In Bolivia, within just five speeches about COVID-19, interim president Jeanine Añez used war metaphors 26 times. In one speech, Añez stated, “I will dedicate 100% of my time to fighting for the health of Bolivians. It will be a tough battle and it will be a long one, but I want you to know that it is a battle that we are going to win if we do it among all Bolivians.”[iii] Immediately following this speech, her purported transitional government announced that the presidential election on May 3rd to replace Evo Morales was postponed indefinitely. This plea for patriotic unity was a thinly veiled autocratic power play; it is hard to believe that Añez’s real intent behind using this rhetoric was to build national solidarity in preventing the spread of COVID, rather than reasserting political control through the suspension of democratic processes.[iv]

One strategy that populist leaders have used in their speeches in order to maintain political control is to shirk responsibility for the disastrous impact of the pandemic and their ineptitude in responding to it. Perhaps most visible is President Trump’s constant reference to COVID-19 as “the Chinese virus,” rather than using its official or scientific name. Throughout his speeches, Trump consistently peppered in references to China as a scapegoat; in his speech on March 14, 2020, he said, “It’s something that nobody expected. It came out of China, and it’s one of those things that happened.”[v]

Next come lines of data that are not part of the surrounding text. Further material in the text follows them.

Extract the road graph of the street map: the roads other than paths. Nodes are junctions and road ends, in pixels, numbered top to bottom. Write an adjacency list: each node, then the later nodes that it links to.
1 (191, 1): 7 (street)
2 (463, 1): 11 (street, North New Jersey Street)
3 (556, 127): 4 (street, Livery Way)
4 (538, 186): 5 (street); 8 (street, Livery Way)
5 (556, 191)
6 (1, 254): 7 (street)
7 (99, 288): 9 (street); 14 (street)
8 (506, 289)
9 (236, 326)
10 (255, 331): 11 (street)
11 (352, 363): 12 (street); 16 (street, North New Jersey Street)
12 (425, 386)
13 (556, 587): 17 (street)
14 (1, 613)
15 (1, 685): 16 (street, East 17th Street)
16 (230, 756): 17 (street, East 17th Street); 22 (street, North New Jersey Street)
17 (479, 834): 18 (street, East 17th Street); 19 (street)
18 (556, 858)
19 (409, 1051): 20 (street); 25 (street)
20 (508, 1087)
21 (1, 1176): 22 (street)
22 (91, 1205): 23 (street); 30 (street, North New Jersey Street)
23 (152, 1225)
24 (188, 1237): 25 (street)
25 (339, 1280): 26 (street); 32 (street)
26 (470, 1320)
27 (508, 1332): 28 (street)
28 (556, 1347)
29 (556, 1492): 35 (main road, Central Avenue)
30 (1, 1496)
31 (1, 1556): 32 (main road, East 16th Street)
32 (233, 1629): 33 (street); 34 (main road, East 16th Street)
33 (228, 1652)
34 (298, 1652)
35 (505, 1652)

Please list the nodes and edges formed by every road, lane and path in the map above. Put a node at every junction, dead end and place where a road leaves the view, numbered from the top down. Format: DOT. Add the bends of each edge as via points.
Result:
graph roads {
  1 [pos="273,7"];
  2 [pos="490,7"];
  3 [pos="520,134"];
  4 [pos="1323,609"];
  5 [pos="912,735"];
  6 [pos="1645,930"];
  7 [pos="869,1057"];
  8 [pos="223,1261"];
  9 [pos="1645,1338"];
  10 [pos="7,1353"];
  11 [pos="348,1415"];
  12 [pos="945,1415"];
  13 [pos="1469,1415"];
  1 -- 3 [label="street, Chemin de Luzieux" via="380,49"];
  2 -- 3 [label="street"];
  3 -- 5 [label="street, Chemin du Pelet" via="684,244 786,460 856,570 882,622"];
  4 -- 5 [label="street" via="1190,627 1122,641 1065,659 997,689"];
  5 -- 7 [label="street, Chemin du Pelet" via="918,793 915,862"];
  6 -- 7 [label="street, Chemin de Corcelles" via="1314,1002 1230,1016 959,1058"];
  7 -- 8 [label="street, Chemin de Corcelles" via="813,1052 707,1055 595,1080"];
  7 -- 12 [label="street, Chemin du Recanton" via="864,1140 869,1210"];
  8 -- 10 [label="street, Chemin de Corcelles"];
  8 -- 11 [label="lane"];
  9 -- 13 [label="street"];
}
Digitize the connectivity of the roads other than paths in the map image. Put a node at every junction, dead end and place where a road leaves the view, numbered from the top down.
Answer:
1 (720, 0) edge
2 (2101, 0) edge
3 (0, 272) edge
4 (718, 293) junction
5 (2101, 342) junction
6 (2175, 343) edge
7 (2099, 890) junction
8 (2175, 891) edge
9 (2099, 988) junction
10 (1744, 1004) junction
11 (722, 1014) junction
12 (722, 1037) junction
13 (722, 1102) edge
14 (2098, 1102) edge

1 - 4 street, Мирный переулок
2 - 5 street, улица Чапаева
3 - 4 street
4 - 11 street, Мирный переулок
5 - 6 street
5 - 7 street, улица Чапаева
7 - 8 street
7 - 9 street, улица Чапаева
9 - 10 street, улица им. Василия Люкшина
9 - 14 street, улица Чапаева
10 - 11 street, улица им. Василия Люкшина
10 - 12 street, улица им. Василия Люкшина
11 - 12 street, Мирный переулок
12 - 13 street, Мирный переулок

Both Trump and Brazil’s Bolsonaro point their fingers at China and the media for their role in the pandemic. On March 24, 2020, Bolsonaro accused the media of stoking panic in the nation: “Considerable part of the media went against the grain. They spread exactly the feeling of fear, with the announcement of the large number of victims in Italy as their flagship.”[vi] By employing this “wasn’t me” strategy, state leaders reinforce the “us vs. them” equation, assigning the responsibility of their own government failures to an external source.

And these examples are the tip of the iceberg. Although it might seem understandable that officials often resort to war analogies to foster a sense of urgency and national cohesion in a public health emergency, pulling back the curtain just slightly reveals a number of leaders evoking nationalist wartime rhetoric to exploit this crisis and expand their geopolitical control by consolidating power and scapegoating.

Corporeal Control of Civilians through Obedience and Silence

Another linguistic strategy that political leaders have pulled out of their toolbox is the appeal to citizens to espouse their patriotic duty and follow orders. This call for citizens to “fall in line” for the health of the nation is effectively a call for public obedience. When state officials invoke rhetoric equating private citizens to the likes of soldiers in war, it is cloaked in the appeal for subordination. As with any good soldier, silence and complicity are valued, whereas dissent is punished.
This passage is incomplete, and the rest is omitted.